┌────────

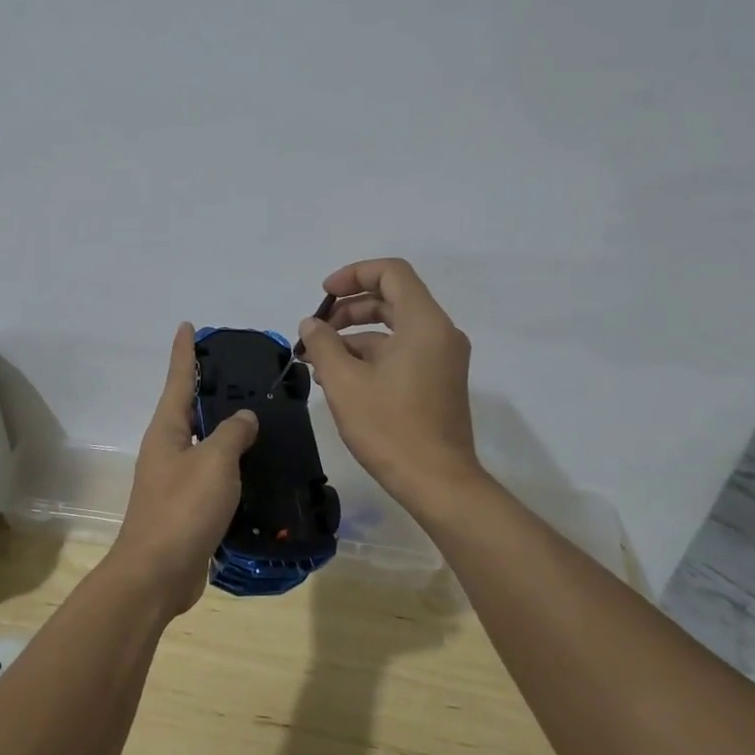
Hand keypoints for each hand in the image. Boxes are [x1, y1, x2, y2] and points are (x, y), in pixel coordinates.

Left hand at [108, 323, 259, 615]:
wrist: (157, 574)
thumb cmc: (182, 509)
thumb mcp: (215, 462)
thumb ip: (233, 433)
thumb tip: (245, 417)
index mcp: (167, 430)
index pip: (178, 379)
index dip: (184, 351)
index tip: (187, 324)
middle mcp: (167, 448)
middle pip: (190, 409)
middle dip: (210, 388)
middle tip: (243, 372)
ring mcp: (175, 479)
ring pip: (204, 443)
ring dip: (225, 430)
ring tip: (259, 417)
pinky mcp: (187, 507)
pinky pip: (212, 474)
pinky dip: (232, 466)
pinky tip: (256, 467)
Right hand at [299, 258, 482, 512]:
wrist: (438, 483)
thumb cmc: (390, 428)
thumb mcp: (345, 382)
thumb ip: (323, 344)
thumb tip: (312, 324)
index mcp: (424, 323)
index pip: (391, 272)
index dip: (354, 274)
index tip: (324, 295)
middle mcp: (440, 333)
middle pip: (392, 298)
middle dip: (349, 308)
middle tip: (316, 331)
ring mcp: (442, 358)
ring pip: (394, 328)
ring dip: (355, 335)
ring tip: (319, 361)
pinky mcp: (439, 380)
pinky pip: (403, 350)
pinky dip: (372, 355)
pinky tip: (340, 378)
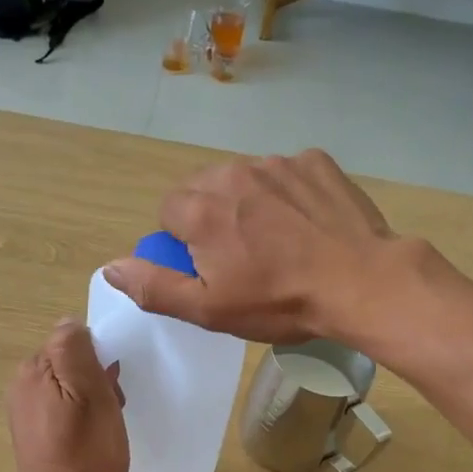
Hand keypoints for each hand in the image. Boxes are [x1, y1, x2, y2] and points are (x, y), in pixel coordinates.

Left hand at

└────────

* [WHAT YOU HAVE TO DO]
Give every line of the listing above again, exactly, with no images.

* [EXERCISE RESPONSE]
Hand keypoints for each hand in the image. Boxes are [x1, y1, x2, y2] and points are (x, y), in pixel coordinates.

Left hand at [108, 323, 259, 615]:
wrist: (157, 574)
thumb cmc: (182, 509)
thumb mcp: (215, 462)
thumb ip: (233, 433)
thumb tip: (245, 417)
index mcp: (167, 430)
index pip: (178, 379)
index dip: (184, 351)
index tip: (187, 324)
middle mcp: (167, 448)
middle pip: (190, 409)
middle dip: (210, 388)
middle tip: (243, 372)
ring mcp: (175, 479)
ring pip: (204, 443)
ring dip: (225, 430)
ring tip: (259, 417)
pinky mcp: (187, 507)
pinky pip: (212, 474)
pinky dip: (232, 466)
pinky tip: (256, 467)
Right hand at [299, 258, 482, 512]:
wrist: (438, 483)
thumb cmc: (390, 428)
thumb mcp: (345, 382)
thumb ip: (323, 344)
thumb tip: (312, 324)
index mcp: (424, 323)
index pip: (391, 272)
index dip: (354, 274)
index tip: (324, 295)
middle mcp: (440, 333)
middle pip: (392, 298)
middle dip: (349, 308)
middle tip: (316, 331)
ring mcp: (442, 358)
ring pip: (394, 328)
ring dip: (355, 335)
ring tip: (319, 361)
pinky mcp: (439, 380)
pinky pip: (403, 350)
pinky dip: (372, 355)
pinky tip: (340, 378)
Hand keypoints for each hand in the image. Boxes are [x1, y1, x2, y2] and points are (x, y), in pixel coordinates.

Left hand at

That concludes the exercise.